## [What you need to do]
Copy every line from the records that holds the word "dead".

[Opening Data supplied section]

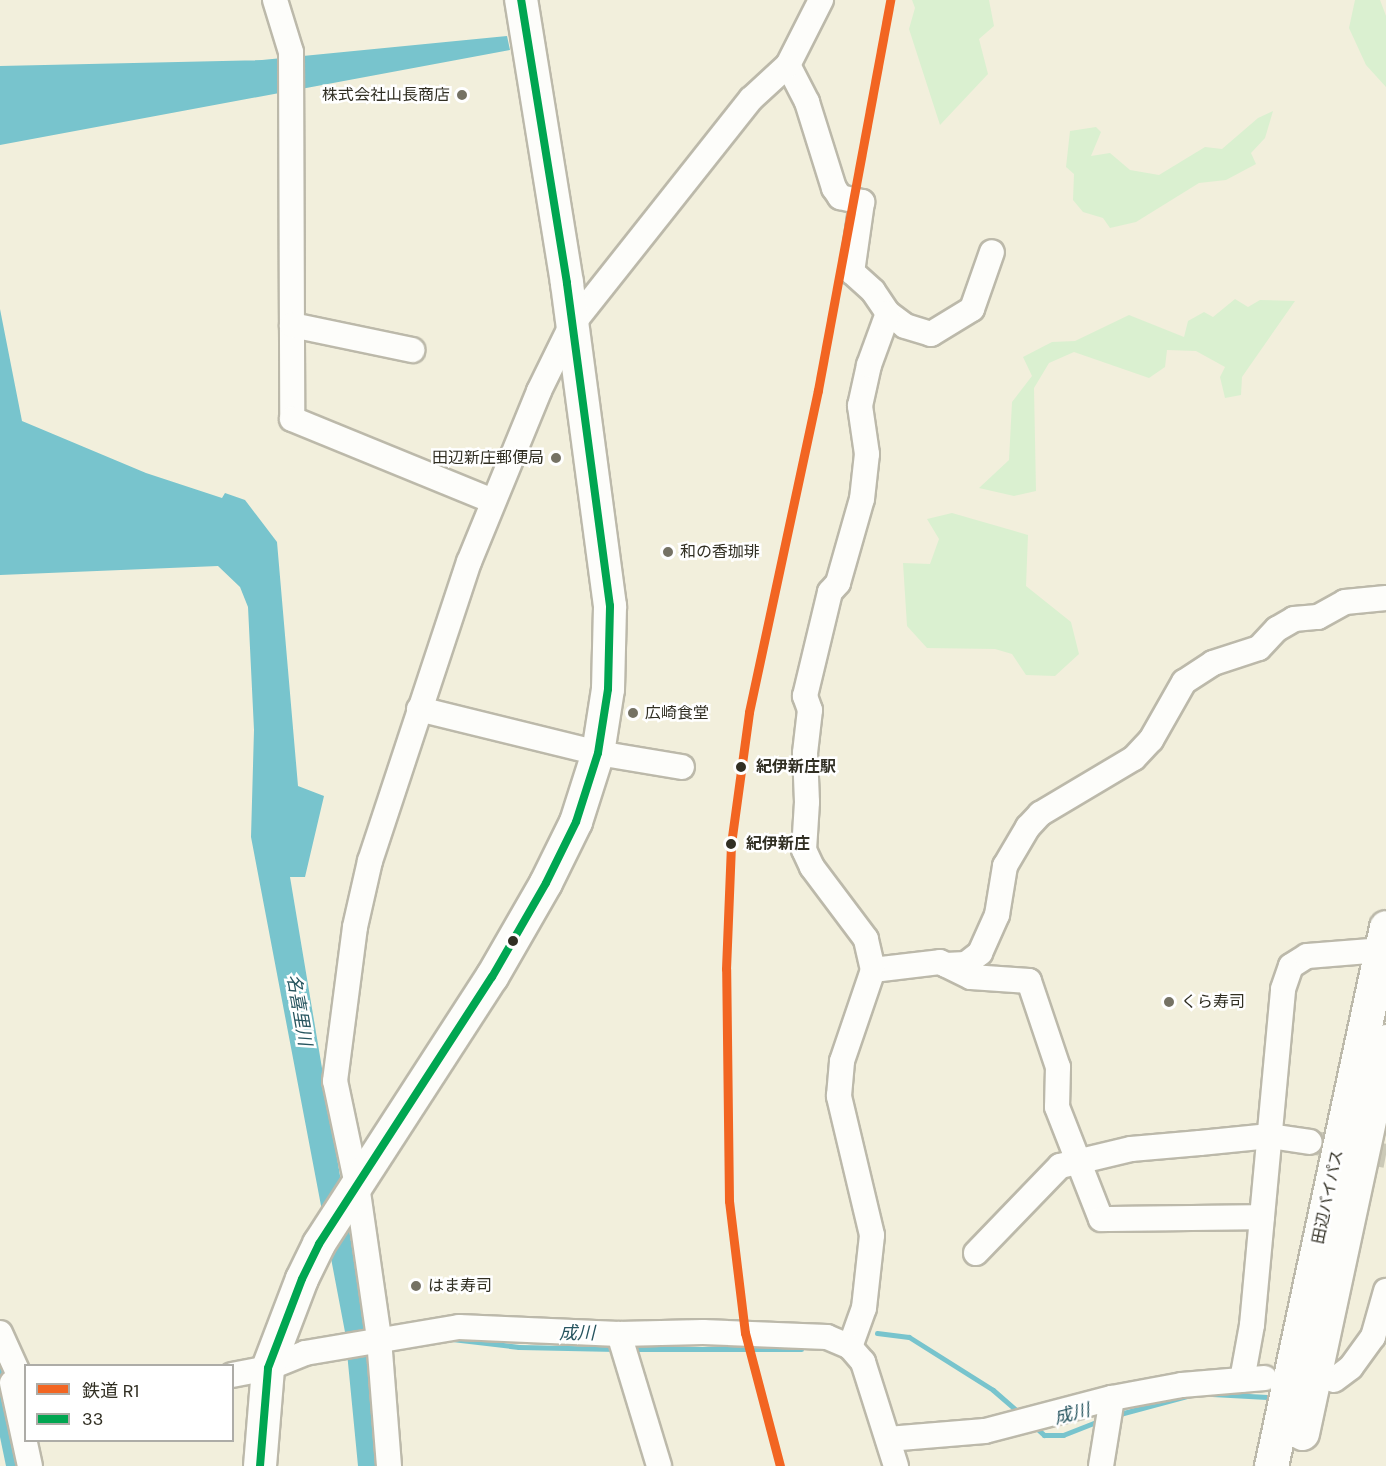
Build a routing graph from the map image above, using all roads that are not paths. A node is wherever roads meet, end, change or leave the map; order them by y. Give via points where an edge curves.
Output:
1 (275, 0) edge
2 (520, 0) edge
3 (821, 0) edge
4 (788, 65) junction
5 (992, 252) dead end
6 (888, 314) junction
7 (292, 325) junction
8 (571, 326) junction
9 (412, 350) dead end
10 (493, 501) junction
11 (1386, 598) edge
12 (419, 709) junction
13 (598, 753) junction
14 (682, 767) dead end
15 (1384, 939) edge
16 (946, 965) junction
17 (873, 970) junction
18 (1386, 1041) edge
19 (1270, 1136) junction
20 (1310, 1142) tunnel mouth
21 (1079, 1162) junction
22 (352, 1193) junction
23 (1262, 1217) junction
24 (976, 1253) dead end
25 (1386, 1291) edge
26 (0, 1333) edge
27 (620, 1335) junction
28 (379, 1338) junction
29 (850, 1347) junction
30 (268, 1368) junction
31 (234, 1375) edge
32 (1334, 1380) dead end
33 (13, 1381) edge
34 (1112, 1398) junction
35 (24, 1436) edge
36 (888, 1439) junction
37 (25, 1442) edge
38 (30, 1466) edge
39 (260, 1466) edge
40 (389, 1466) edge
41 (659, 1466) edge
42 (896, 1466) edge
43 (1101, 1466) edge
44 (1271, 1466) edge
45 (1294, 1466) edge

1 - 7 street via 291,52
2 - 8 main road
3 - 4 street
4 - 6 street via 807,102 834,188 840,197 862,202 852,272 873,291
4 - 8 street via 751,99
5 - 6 street via 972,309 931,334 905,326
6 - 17 street via 869,365 860,406 867,454 862,499 838,582 830,592 805,696 810,710 805,753 804,850 812,867 866,939
7 - 9 street
7 - 10 street via 292,419
8 - 10 street
8 - 13 main road via 610,606 608,689
10 - 12 street
11 - 16 street via 1346,602 1318,617 1294,620 1277,629 1259,648 1213,663 1184,682 1151,740 1134,758 1040,814 1028,827 1005,866 997,915 980,953 966,964
12 - 13 street
12 - 22 street via 370,861 343,1006 335,1081
13 - 14 street
13 - 22 main road via 576,822 546,883 492,977
15 - 19 street via 1307,956 1291,966 1283,989
15 - 44 highway, 田辺バイパス
16 - 17 street via 917,963
16 - 21 street via 972,977 1029,981 1058,1067 1057,1107
17 - 29 street via 842,1061 839,1096 872,1235 864,1308
18 - 45 highway, 田辺バイパス
19 - 20 street
19 - 21 street via 1131,1149
19 - 23 street
21 - 23 street via 1101,1219
21 - 24 street via 1060,1166
22 - 28 street
22 - 30 main road via 319,1244
23 - 34 street via 1254,1379
25 - 32 street via 1373,1336 1351,1367
26 - 33 street
27 - 28 street via 459,1327
27 - 29 street via 769,1333 827,1337
27 - 41 street
28 - 30 street via 330,1348
28 - 40 street
29 - 36 street via 864,1362
30 - 31 street
30 - 39 main road
33 - 35 street
34 - 36 street via 1011,1427
34 - 43 street
36 - 42 street
37 - 38 street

[Closing Data supplied section]

## [Task solution]
5 (992, 252) dead end
9 (412, 350) dead end
14 (682, 767) dead end
24 (976, 1253) dead end
32 (1334, 1380) dead end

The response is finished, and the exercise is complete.